Human-AI Collaboration

Enriching communication and collaboration with AI-based tools

A major focus of our current work is to explore how to design effective interfaces for human-AI collaboration. This framing of interaction draws focus away from the idea of computation (as in human-computer interaction), and rather on the idea of computation that can assist and amplify human activity through interactive collaboration. Collaboration, as we understand it, involves multiple turns for interacting, as well as a commitment to help and assist one another.

Coordination and Communication based on Human-Human Interaction

Recently, we have been exploring how our understanding of human-human communication and coordination can be used to smooth human-AI interaction. One design resource for this is in studying and understanding how humans work with other humans, and using ideas here to apply to human-AI communication and coordination.

For instance, we have been interested in studying how we can use proxemics to mediate how we interact with robots (Mahadevan, Sousa, Tang, & Grossman, 2021). We have found that when robots can understand how people are using space to coordinate their interactions with one another, they can more straightforwardly anticipate how human collaborators will work. This smooths collaborative activity between humans and robots.

We applied similar ideas in Stargazer (Li, Sousa, Mahadevan, Wang, Aoyagui, Yu, Yang, Balakrishnan, Tang, & Grossman, 2023), where we designed a robotic camera that could understand both gestures and speech from a howto video tutorial producer. The robotic camera could, based on what the producer was saying, make decisions about how to reposition itself, or to zoom in/out.

Broadly, we expect that if we can design AI that understands proxemic behaviours and language, this will make it easier for humans to interact with AI that understands and has embodiment in our physical world. This is not the only way to design for human-AI collaboration, but one tact that is likely to be successful.
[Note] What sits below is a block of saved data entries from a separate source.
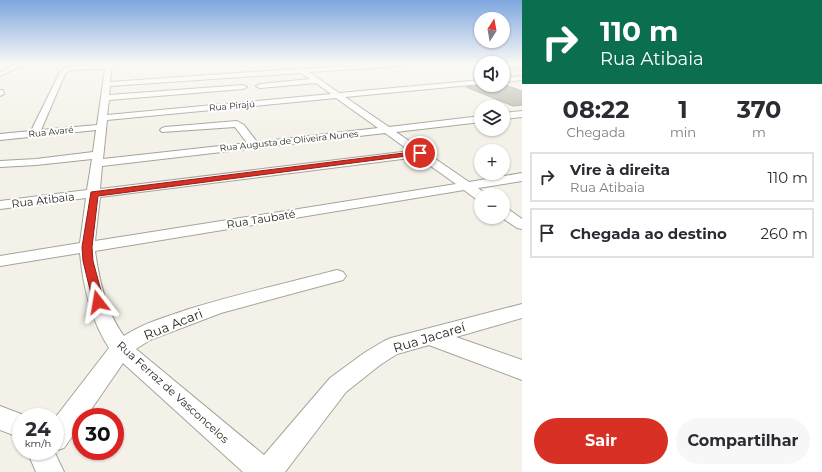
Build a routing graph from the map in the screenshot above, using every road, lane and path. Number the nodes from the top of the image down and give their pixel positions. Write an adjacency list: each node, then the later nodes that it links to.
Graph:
1 (58, 86): 17 (street)
2 (105, 86): 14 (street, Rua Ferraz de Vasconcelos)
3 (131, 86): 8 (street)
4 (325, 86): 9 (street)
5 (437, 86): 9 (street, Rua Pirajú)
6 (243, 87): 8 (street)
7 (138, 89): 8 (street)
8 (147, 95): 10 (street)
9 (338, 95): 10 (street, Rua Pirajú); 16 (street)
10 (158, 112): 14 (street, Rua Pirajú); 15 (street)
11 (522, 114): 12 (street)
12 (510, 115)
13 (474, 120): 16 (street, Rua Augusta de Oliveira Nunes)
14 (103, 123): 17 (street, Rua Avaré); 22 (street, Rua Ferraz de Vasconcelos)
15 (166, 130): 19 (street); 21 (street)
16 (388, 130): 19 (street, Rua Augusta de Oliveira Nunes); 20 (street)
17 (34, 134): 18 (street, Rua Avaré)
18 (0, 137)
19 (254, 145): 21 (street, Rua Augusta de Oliveira Nunes)
20 (420, 153): 25 (street); 27 (street, Rua Atibaia)
21 (169, 155): 22 (street, Rua Augusta de Oliveira Nunes)
22 (98, 159): 23 (street, Rua Augusta de Oliveira Nunes); 27 (street, Rua Ferraz de Vasconcelos)
23 (0, 164)
24 (522, 177): 25 (street, Rua Taubaté)
25 (466, 186): 26 (street); 31 (street, Rua Taubaté)
26 (474, 191)
27 (94, 194): 28 (street, Rua Atibaia); 31 (street, Rua Ferraz de Vasconcelos)
28 (0, 205)
29 (510, 217): 30 (street)
30 (522, 225)
31 (87, 247): 32 (street, Rua Taubaté); 36 (street, Rua Ferraz de Vasconcelos)
32 (0, 261)
33 (337, 276): 36 (street, Rua Acari)
34 (522, 311): 35 (street, Rua Jacareí)
35 (429, 336): 37 (street); 42 (street, Rua Jacareí)
36 (121, 349): 40 (street, Rua Acari); 41 (street, Rua Ferraz de Vasconcelos)
37 (522, 370)
38 (0, 418): 39 (street)
39 (12, 423)
40 (64, 430)
41 (263, 472)
42 (268, 472)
Generative Tools for Authors

We have recently begun exploring how generative tools can be designed to support authors. An important aspect of this is understand what kinds of challenges authors have. In one project, we are exploring the kinds of challenges that fiction authors have in crafting their works (Stark, Tang, Kim, Park, & Wigdor, 2023). After having identified some of these challenges, we have begun the process of designing and studying the impacts of tools that support the creative process.

Publications

  1. Jessi Stark, Anthony Tang, Young-Ho Kim, Joonsuk Park, and Daniel Wigdor. (2023). Can AI Support Fiction Writers Without Writing For Them? . In CHI23 Workshop: In2Writing - The Second Workshop on Intelligent and Interactive Writing Assistants. (Gero, Katy Ilonka and Chang, Minsuk and Huang, Ting-Hao ’Kenneth’ and Chung, John Joon Young and Raheja, Vipul and Wambsganss, Thiemo and Kang, Dongyeop and Lee, Mina, Eds.) (workshop).
  2. Jiannan Li, Mauricio Sousa, Karthik Mahadevan, Bryan Wang, Paula Akemi Aoyagui, Nicole Yu, Angela Yang, Ravin Balakrishnan, Anthony Tang, and Tovi Grossman. (2023). Stargazer: An Interactive Camera Robot for Capturing How-To Videos Based on Subtle Instructor Cues. In CHI 2023: Proceedings of the 2023 SIGCHI Conference on Human Factors in Computing Systems. (conference).
  3. Karthik Mahadevan, Mauricio Sousa, Anthony Tang, and Tovi Grossman. (2021). "Grip-that-there": An Investigation of Explicit and Implicit Task Allocation Techniques for Human-Robot Collaboration. In CHI 2021: Proceedings of the 2021 SIGCHI Conference on Human Factors in Computing Systems. (conference).
    Acceptance: 26.3% - 749/2844. Notes: Best Paper Nominee (top 5% of submissions).